Available data.
╭──

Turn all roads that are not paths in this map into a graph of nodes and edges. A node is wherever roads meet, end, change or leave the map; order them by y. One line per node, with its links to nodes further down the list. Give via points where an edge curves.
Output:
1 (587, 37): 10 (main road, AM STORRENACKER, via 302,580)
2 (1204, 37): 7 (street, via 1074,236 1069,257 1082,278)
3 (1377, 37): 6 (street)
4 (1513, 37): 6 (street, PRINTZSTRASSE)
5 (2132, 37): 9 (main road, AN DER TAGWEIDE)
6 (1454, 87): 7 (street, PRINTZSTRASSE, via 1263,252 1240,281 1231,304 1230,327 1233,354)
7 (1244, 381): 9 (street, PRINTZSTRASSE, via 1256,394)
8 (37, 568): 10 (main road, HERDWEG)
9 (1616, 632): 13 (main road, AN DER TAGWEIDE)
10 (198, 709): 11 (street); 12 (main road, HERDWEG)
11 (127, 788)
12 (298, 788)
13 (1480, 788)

╰──

Your assignment.
All lines of the data above must be returned exactly.

Output of the exercise.
Turn all roads that are not paths in this map into a graph of nodes and edges. A node is wherever roads meet, end, change or leave the map; order them by y. One line per node, with its links to nodes further down the list. Give via points where an edge curves.
Output:
1 (587, 37): 10 (main road, AM STORRENACKER, via 302,580)
2 (1204, 37): 7 (street, via 1074,236 1069,257 1082,278)
3 (1377, 37): 6 (street)
4 (1513, 37): 6 (street, PRINTZSTRASSE)
5 (2132, 37): 9 (main road, AN DER TAGWEIDE)
6 (1454, 87): 7 (street, PRINTZSTRASSE, via 1263,252 1240,281 1231,304 1230,327 1233,354)
7 (1244, 381): 9 (street, PRINTZSTRASSE, via 1256,394)
8 (37, 568): 10 (main road, HERDWEG)
9 (1616, 632): 13 (main road, AN DER TAGWEIDE)
10 (198, 709): 11 (street); 12 (main road, HERDWEG)
11 (127, 788)
12 (298, 788)
13 (1480, 788)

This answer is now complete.